Investment Banks Facing Slump in Once-Promising Emerging Markets

The Worst Fees Charged by Big Banks
Photo: Crocodile Images | Getty Images

Already struggling at home with weak revenues and tough new capital and leverage requirements, investment banks are now also facing a slump in their once most promising business -- emerging markets.

Fees are plummeting because of a sharp decline in first-time share listings and mergers across such economies.

Given the shaky economic outlook and weak equity valuations it is hardly surprising that global deal-making volumes are taking a hit. But the slump in emerging markets, an area banks had most hoped would drive growth, is especially precipitous.

It is a major factor forcing many banks to re-assess investment banking in the emerging regions, where they had expanded most in recent years, says James Sproule, head of capital markets research at Accenture in London.

He estimates Western banks conducted over half of all equity financing deals in emerging markets last year, compared with just 22 percent back in 2005.

The big money came from initial public offerings, or IPOs, where underwriting banks can pick up 3-4 percent of capital raised. And as emerging IPOs boomed, so did equity bankers' fees -- they topped $6.5 billion in 2007, a six-fold rise from 2000.

(Read More: Is This as Bad as It Gets for Hong Kong IPOs?)

Now, a painful retreat has begun.

Fees for underwriting first-time share sales in emerging markets almost halved in 2012 from last year to $2.8 billion, according to data compiled by Thomson Reuters. That's far bigger than the 18 percent drop in global equity finance fees.

And IPO proceeds tanked 40 percent this year from 2011 levels, the data shows. Merger deals in emerging markets are down 16 percent from 2011 versus a 4 percent fall worldwide.

Size has suffered too. A $4 billion listing by Santander Mexico topped the IPO scales this year, a far cry from 2009 and 2010, which featured jumbo-sized deals such as Agricultural Bank of China's $22 billion IPO and Santander's $9 billion debut on the Sao Paulo market.

The blow has been softened by this year's boom in debt finance but with overall investment bank fees still down 24 percent year-on-year, more job losses look inevitable.

Banks will be keenest to protect core New York or London franchises but Accenture's Sproule reckons the emerging markets cull too will be market-specific rather than across-the-board.

"You are seeing banks having to make strategic decisions. They may feel: too many people went into, say, India and maybe there are more opportunities for example in Thailand," he said. "That's likely to be the case rather than 'we haven't made much money this year so lets pull out."

Retrenching

But the retrenchment already is brutal in its scale.

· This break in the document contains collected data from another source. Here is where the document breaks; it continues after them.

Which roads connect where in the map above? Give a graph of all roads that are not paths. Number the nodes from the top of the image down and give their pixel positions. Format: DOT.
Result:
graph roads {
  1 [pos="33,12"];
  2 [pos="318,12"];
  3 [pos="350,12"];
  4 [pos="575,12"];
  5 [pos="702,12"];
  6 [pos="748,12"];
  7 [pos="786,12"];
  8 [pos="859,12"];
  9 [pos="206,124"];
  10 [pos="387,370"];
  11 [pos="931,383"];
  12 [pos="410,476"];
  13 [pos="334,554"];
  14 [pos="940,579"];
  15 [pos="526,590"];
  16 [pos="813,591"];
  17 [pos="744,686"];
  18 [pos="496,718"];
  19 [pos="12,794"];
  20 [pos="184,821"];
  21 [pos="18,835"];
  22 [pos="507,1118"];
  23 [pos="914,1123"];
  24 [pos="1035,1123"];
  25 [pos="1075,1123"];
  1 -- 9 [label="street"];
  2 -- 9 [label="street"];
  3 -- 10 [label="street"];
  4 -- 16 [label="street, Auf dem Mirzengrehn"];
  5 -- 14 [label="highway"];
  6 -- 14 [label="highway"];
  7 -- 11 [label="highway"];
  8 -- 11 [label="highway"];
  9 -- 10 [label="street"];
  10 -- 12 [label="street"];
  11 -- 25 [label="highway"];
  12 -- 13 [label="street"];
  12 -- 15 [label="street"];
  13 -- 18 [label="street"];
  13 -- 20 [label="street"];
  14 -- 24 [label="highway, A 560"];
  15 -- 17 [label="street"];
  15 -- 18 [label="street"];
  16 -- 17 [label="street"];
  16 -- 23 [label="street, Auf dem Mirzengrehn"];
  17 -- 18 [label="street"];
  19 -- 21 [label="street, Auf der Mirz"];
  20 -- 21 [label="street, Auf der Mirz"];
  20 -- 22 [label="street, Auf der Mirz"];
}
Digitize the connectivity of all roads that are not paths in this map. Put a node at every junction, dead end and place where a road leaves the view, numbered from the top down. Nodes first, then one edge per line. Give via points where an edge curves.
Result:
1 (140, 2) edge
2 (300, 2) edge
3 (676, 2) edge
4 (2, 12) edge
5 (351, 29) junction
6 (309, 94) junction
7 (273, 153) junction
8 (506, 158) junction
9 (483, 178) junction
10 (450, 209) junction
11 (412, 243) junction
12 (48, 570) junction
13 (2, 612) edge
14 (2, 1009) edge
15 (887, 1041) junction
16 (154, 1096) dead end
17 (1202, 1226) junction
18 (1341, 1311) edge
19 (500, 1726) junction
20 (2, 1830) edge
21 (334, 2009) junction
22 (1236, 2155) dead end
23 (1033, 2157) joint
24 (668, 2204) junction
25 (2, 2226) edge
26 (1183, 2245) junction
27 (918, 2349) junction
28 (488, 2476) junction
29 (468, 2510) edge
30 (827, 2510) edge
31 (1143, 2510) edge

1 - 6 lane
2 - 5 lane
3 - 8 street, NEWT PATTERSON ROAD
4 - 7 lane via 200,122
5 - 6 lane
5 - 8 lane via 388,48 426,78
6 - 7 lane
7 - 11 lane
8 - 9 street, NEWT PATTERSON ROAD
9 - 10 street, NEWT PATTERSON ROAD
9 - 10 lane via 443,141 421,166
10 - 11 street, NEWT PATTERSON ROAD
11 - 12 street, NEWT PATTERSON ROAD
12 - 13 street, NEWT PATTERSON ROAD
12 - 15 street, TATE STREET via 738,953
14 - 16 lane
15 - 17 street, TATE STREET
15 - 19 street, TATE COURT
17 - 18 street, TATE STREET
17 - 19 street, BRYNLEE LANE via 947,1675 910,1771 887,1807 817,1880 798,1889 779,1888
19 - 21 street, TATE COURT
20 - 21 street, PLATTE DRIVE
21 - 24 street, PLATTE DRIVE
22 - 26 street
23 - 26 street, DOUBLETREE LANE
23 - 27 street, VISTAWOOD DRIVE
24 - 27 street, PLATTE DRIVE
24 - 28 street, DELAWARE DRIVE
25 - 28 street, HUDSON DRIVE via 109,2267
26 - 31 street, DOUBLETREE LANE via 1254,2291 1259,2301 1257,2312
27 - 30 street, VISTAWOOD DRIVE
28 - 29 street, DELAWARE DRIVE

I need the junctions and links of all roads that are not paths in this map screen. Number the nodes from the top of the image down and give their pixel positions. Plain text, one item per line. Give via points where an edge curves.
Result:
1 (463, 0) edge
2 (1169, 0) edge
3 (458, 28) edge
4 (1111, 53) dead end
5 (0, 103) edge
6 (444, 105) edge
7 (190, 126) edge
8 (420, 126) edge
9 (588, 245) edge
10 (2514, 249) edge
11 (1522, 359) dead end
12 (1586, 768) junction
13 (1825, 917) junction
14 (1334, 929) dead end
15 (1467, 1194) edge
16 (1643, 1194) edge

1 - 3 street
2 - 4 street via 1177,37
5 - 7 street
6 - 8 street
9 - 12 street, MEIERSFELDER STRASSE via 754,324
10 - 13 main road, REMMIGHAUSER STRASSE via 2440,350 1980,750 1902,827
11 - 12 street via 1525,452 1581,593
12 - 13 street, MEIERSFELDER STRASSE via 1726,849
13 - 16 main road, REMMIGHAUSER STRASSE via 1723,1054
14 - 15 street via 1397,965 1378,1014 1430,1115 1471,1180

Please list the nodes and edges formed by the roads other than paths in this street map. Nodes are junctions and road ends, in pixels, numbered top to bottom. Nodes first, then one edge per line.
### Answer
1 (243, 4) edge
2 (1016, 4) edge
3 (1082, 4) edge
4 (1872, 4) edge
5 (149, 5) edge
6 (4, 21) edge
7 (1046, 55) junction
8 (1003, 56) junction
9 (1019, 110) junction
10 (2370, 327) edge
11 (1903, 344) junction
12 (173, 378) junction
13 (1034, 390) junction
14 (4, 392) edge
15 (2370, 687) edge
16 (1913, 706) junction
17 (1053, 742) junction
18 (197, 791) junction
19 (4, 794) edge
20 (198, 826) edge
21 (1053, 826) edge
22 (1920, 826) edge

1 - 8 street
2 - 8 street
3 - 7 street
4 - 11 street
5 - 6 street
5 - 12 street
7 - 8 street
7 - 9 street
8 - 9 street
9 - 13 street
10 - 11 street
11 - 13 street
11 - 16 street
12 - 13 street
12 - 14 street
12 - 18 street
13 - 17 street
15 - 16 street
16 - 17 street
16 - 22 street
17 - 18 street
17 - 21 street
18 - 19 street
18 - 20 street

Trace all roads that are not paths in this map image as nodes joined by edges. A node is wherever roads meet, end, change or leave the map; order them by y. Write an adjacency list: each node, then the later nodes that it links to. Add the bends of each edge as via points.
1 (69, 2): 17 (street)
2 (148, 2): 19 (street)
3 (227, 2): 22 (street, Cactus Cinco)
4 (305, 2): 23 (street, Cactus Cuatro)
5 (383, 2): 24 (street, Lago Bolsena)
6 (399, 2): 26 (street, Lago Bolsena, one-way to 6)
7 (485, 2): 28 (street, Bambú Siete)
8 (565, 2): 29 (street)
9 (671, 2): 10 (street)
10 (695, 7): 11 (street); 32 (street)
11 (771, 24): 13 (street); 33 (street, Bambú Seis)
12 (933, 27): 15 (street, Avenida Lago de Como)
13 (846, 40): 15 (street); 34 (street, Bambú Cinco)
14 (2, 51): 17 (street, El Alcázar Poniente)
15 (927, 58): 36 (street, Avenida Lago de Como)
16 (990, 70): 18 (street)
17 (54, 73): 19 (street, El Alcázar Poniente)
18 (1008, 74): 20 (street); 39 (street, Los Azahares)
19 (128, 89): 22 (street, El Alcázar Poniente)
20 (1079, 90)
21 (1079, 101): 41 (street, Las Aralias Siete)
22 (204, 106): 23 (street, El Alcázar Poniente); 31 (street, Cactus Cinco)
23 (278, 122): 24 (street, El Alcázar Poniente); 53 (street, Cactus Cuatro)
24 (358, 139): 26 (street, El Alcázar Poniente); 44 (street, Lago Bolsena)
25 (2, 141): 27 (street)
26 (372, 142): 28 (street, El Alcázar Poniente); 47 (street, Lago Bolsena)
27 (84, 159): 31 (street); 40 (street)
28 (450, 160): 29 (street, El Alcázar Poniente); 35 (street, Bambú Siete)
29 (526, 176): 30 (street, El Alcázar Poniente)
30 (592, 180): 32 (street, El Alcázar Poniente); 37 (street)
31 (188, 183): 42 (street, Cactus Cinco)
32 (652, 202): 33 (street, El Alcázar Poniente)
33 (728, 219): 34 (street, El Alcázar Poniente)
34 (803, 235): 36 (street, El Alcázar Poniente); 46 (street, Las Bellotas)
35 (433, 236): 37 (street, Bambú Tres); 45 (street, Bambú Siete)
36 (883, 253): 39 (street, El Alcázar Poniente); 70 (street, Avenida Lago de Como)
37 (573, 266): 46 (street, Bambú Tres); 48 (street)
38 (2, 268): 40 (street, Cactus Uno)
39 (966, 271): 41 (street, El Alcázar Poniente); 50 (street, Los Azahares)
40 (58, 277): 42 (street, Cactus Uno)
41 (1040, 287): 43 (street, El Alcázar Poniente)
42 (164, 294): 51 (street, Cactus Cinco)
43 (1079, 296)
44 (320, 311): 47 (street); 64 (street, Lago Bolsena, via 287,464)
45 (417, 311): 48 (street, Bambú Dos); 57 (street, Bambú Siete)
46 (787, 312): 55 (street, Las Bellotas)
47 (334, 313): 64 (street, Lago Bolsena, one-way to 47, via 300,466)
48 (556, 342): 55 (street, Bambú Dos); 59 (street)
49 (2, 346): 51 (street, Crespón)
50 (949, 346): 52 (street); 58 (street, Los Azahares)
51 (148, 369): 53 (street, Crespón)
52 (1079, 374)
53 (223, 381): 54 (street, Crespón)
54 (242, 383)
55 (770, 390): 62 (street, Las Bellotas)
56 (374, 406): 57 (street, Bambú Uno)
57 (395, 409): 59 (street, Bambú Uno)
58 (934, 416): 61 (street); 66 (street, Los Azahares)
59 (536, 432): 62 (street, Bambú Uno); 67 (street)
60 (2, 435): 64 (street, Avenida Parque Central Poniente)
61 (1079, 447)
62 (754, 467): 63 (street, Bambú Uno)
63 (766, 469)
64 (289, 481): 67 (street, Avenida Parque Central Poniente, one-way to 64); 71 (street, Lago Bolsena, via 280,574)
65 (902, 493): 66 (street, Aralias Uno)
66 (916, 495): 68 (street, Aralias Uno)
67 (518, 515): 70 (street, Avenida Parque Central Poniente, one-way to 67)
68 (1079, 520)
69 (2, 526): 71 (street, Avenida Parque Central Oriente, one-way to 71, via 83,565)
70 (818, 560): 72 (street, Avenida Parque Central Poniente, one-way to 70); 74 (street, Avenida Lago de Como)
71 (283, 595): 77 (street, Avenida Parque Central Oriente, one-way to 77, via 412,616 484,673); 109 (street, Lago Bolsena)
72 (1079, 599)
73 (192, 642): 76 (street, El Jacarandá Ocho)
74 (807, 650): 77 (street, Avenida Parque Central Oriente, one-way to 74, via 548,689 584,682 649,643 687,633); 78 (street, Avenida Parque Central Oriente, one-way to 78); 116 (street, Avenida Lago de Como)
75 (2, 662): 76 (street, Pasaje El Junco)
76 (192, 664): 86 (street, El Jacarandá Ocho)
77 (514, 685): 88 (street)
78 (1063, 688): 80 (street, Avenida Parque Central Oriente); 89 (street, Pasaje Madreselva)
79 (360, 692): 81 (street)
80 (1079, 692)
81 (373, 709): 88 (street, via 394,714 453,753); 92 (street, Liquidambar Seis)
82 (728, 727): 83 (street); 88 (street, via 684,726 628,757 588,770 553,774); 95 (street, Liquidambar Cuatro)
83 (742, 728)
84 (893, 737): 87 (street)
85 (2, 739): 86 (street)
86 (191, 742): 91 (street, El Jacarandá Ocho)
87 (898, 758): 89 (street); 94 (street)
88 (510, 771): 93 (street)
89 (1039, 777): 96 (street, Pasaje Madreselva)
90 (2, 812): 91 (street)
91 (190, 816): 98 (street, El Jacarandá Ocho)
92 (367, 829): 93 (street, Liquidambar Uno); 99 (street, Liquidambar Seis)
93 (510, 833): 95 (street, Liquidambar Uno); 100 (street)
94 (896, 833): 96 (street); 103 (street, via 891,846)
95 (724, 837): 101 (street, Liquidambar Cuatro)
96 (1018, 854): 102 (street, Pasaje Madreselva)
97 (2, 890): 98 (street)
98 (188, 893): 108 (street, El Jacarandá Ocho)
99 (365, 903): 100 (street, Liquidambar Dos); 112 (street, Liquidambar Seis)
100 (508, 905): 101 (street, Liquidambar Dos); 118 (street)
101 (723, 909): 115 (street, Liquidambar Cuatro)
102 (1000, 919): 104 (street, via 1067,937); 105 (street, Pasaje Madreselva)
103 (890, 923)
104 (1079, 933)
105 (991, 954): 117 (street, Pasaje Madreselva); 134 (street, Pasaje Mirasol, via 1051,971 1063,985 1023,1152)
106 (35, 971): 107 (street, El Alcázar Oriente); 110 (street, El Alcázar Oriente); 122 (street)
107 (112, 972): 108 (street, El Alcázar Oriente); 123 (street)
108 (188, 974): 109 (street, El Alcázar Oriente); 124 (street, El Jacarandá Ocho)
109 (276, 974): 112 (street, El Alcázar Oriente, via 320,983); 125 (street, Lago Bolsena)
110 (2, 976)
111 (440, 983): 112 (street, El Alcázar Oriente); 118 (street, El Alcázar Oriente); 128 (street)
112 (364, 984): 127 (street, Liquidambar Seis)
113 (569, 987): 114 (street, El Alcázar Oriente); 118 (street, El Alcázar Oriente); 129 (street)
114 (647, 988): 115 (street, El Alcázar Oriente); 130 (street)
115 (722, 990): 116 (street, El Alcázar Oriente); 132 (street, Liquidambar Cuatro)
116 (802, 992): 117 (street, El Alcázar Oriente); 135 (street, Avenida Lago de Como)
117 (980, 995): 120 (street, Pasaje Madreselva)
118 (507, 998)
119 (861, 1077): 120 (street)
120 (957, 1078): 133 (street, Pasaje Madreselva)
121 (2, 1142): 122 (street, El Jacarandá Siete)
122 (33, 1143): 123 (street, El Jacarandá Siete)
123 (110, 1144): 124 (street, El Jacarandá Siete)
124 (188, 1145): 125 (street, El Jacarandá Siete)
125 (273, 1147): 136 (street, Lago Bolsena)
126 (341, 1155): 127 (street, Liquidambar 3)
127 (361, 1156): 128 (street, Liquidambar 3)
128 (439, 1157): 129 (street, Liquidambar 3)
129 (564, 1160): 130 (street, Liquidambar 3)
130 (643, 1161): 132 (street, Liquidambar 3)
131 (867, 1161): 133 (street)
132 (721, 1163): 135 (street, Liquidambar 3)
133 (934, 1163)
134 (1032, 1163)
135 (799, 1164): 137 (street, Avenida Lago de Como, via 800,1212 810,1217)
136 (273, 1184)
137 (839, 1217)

Citi for instance announced 11,000 job cuts worldwide and will shut shop in emerging markets such as Turkey, Uruguay and Romania. That came months after it sold bank stakes acquired in more optimistic times, from Turkey's Akbank and India's HDFC to China's Shanghai Pudong.

Peers Credit Agricole, HSBC and UBS have also taken the axe to jobs and operations outside key financial centres. Barclays is predicted to cut 15 percent of its investment bank staff worldwide, including its M&A advisory in the Asia-Pacific.

And Credit Suisse shut its investment banking office in Moscow. It said it was "realigning resources to growth areas."

Russia and BRIC peers Brazil, India and China have in fact been hit hardest. IPO proceeds fell two-thirds from 2011 levels to nine-year lows this year and are 80 percent down from 2007.

(Read More: Asia's Hot Spot for Bank Jobs Gets Tough—for Expats)

BRIC stock markets have lagged broader emerging markets this year after a 25 percent fall in 2011. Economic growth too has suffered, with India and China expanding at the slowest pace in a decade and Brazil reverting to zero growth.

China offered the richest pickings over the past decade as over 500 companies, including state-owned oil, telecom and infrastructure giants, debuted on stock markets.

"Asia had a long run of state-owned enterprises come to market, and I don't expect we will see the same level of that type of activity in the future," says Maria Pinelli, global vice-chair of strategic growth markets at Ernst & Young.

"Many(Chinese) big state-owned enterprises have gone."

Better times may yet return -- across emerging markets there is a full pipeline of capital-hungry businesses which will want to go public once markets recover. If economic growth picks up and debt financing becomes costlier, IPOs could resume.

John Lomax, head of emerging equity strategy at HSBC says firms will want rising stock markets but also less volatility.

Emerging stocks have recouped most of last year's 20 percent losses but 2012 has been characterised by big market swings that opened and shut dealmaking windows with little warning, he says.

"There's a relationship between equity behaviour and deal flow and what you need to see for deals to pick up is for equity markets to behave well," Lomax says.

At least the debt boom looks set to continue -- emerging market companies borrowed a record $250 billion-plus this year.

Unfortunately for banks, bond underwriting fees are usually far less lucrative than IPOs.